There is so much more to the story, as there always is — a great deal more than extremists attacking a progressive but perhaps belligerent news publication, formerly obscure to the rest of the world and catapulted into fame by terrible events and media support. Soon after the attack, 7 million copies of a new edition of Charlie Hebdo were released (followed by more recent editions) in four languages, with covers and interior ready to offend or unite, depending on the audience. In response, churches have been burned and people injured or killed in Niger, and a massive rally in Chechnya and irate demonstrators in Afghanistan, Pakistan, Iran and Gaza have demanded deference to their religion (one major foundation of their cultures and of their capacity to endure), as well as apologies from France and the breaking of diplomatic ties.

Shall we ask them, as we must ask ourselves, if Charlie Hebdo is heroic or just provocative, and are our needs for unimpeded expression greater than the need for respect on the part of those who were offended? And can we understand that those who protest may not agree, not hold in the highest regard one country’s — in this case France’s — attachment to a particular interpretation of principles of freedom of speech exercised at their expense, when they have struggled and do struggle for the right to exist? Are they not asking to be included in the conversation?

There are other heroes, those who must endure a similar struggle firsthand in repressive societies around the world. Do we have the courage, the same daring strength as the French, to stand with and for them? From a humanist perspective, nous sommes ceux qui souffrent — we are those who suffer. It is the hope of many that new methods of diplomacy and compassionate dialogue followed by just action and compromise will be utilized to resolve differences and inequalities, as violence is never an answer. The Centre for Humanitarian Dialogue and the Women’s International League for Peace and Freedom, both located in Geneva, are successful examples of the international application of more creative methods of resolving or preventing armed conflicts — the former organization as an independent diplomacy group and the latter as a model for securing pivotal roles for women in promoting peace. Martin Luther King Jr. believed “that unvarnished truth and unconditional love will have the last word in reality.”

Perhaps one optimistic moment came in late January at the European Union meeting in Brussels for the prevention of terror. That summit emphasized cooperating with Arab countries rather than placing blame, as well as addressing the conflicts in Syria and Iraq and, in the long term, considering the root causes of extremism. This would be a monumental task and would require much soul-searching and the sincere adjustment of priorities.

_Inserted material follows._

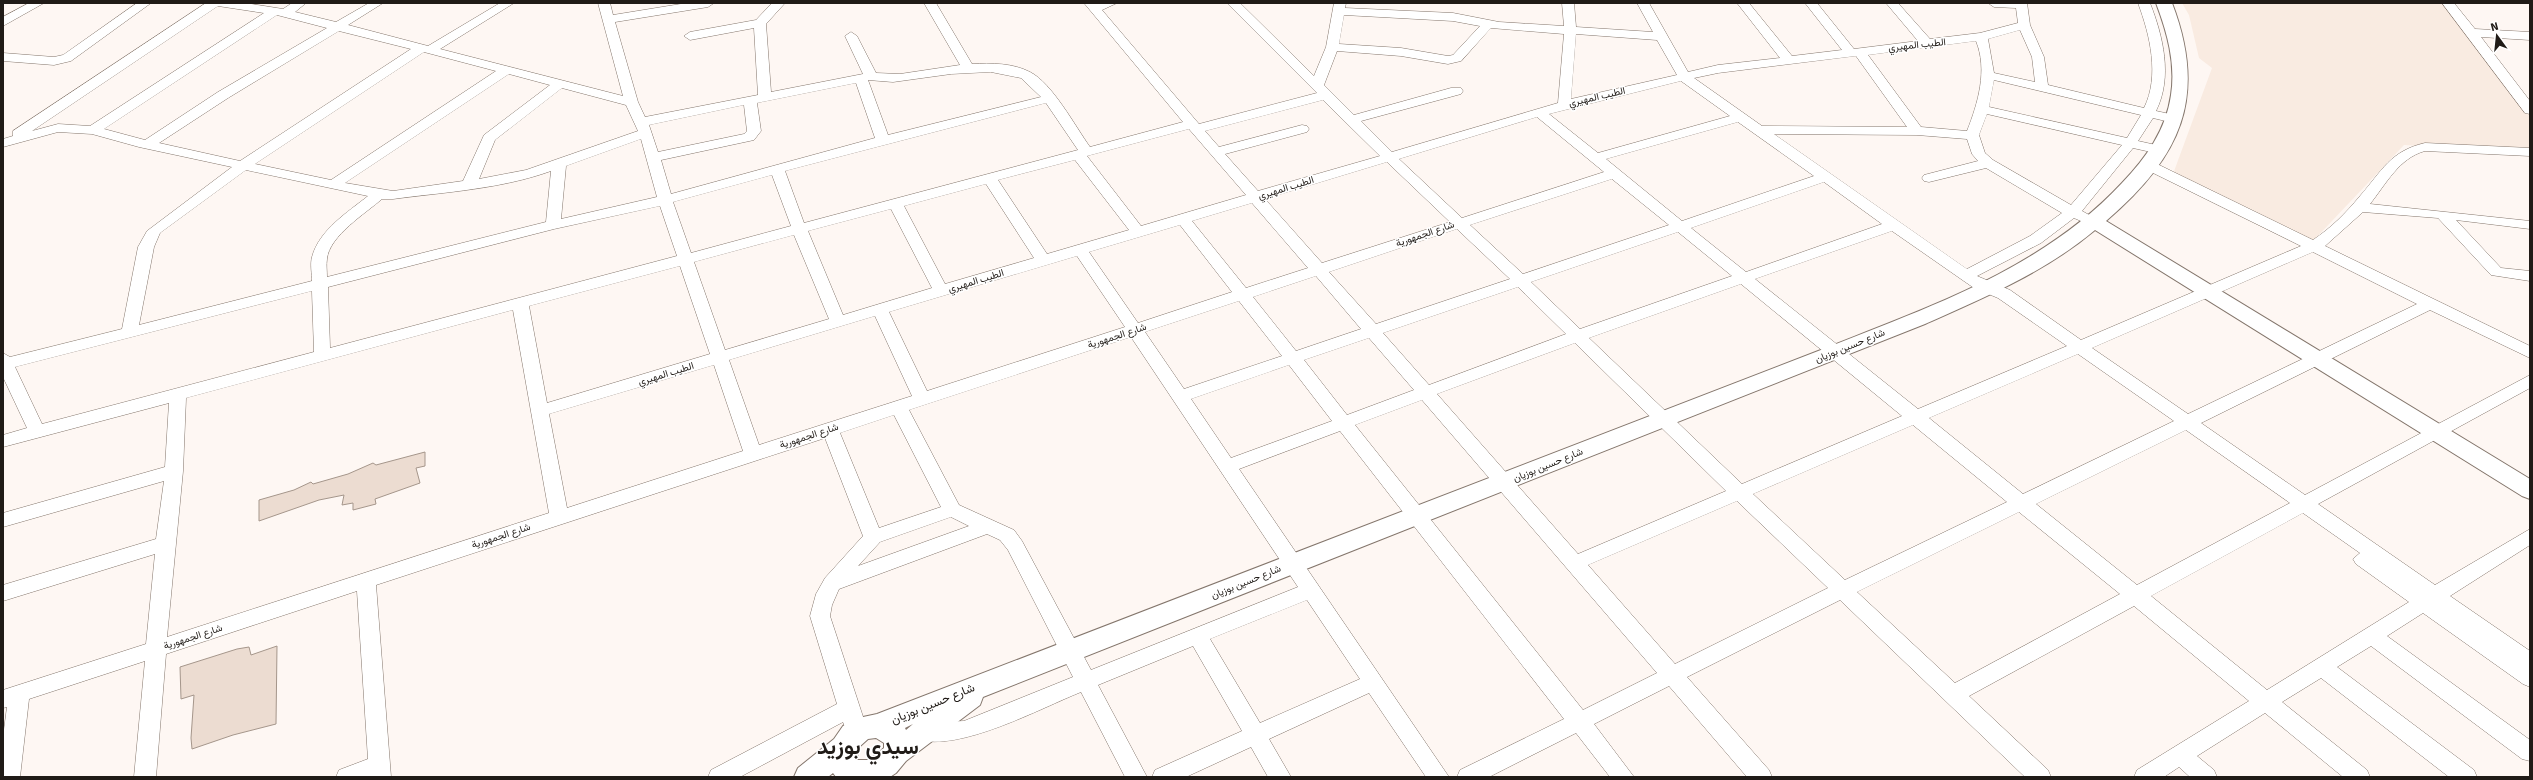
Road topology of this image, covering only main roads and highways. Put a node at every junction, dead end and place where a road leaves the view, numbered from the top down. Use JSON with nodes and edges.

But the question remains: Are these goals reachable within the existing and pervasive framework of profound political and economic disparities?

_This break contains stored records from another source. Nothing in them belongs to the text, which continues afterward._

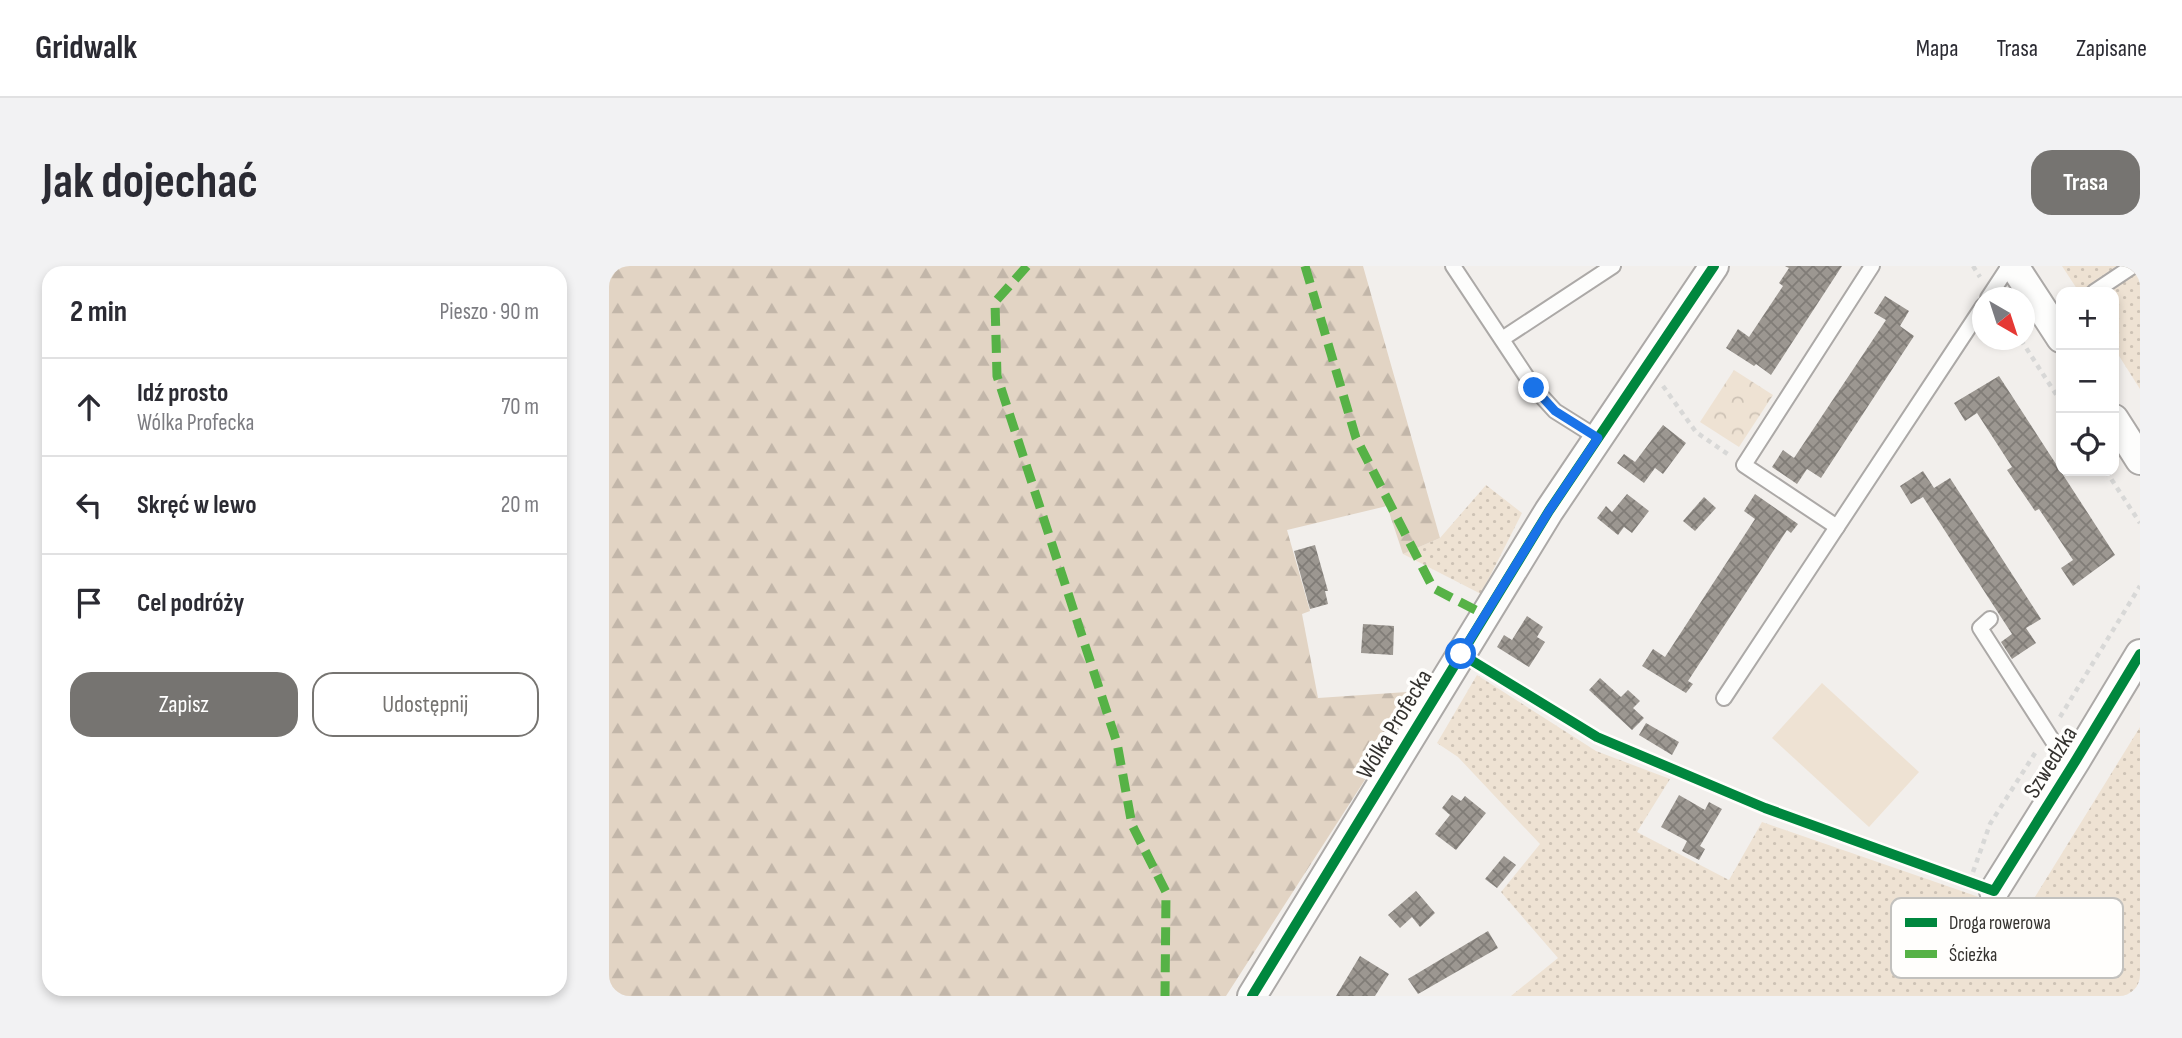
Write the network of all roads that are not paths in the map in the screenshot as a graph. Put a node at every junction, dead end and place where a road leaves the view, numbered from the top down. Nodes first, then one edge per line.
1 (1454, 266) edge
2 (1613, 266) edge
3 (1714, 266) edge
4 (1872, 266) edge
5 (2012, 266) edge
6 (2133, 266) edge
7 (1996, 287) edge
8 (2102, 287) edge
9 (2056, 321) edge
10 (1972, 323) edge
11 (1502, 339) junction
12 (2119, 427) edge
13 (1598, 438) junction
14 (2140, 460) edge
15 (1837, 527) junction
16 (1990, 619) dead end
17 (2140, 654) edge
18 (1724, 698) dead end
19 (2076, 760) junction
20 (1994, 891) dead end
21 (1260, 991) edge

1 - 11 lane
2 - 11 lane
3 - 13 street, Wólka Profecka
4 - 15 lane
5 - 7 lane
5 - 9 street
6 - 8 lane
10 - 15 lane
11 - 13 lane
12 - 14 street
13 - 21 street, Wólka Profecka
15 - 18 lane
16 - 19 lane
17 - 19 street, Szwedzka
19 - 20 street, Szwedzka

The targeted killings in Paris have brought to the world’s attention the injustices fermenting within French society. The social battlefield that is France, and by extension Europe, is now in clear view, and with it, once again, the greater battlefield that is the world.

Though at first it may not seem so on the surface, this is about more than freedom of speech. We are being asked to review the existing global conditions of liberty, equality and fraternity—values in which France has historically led the way. Let us hope that it will lead once again, courageously revisiting its social policies, and that in turn media organizations will pledge their service to a universal, egalitarian mission.

Editor’s note: This article will appear in the March/April online edition of Resurgence & Ecologist.

Barbara Soros has worked in the fields of human rights, reconstruction after war and traumatic recovery. She has written for children and for theater and is working on a book of intimate reflections on postwar life.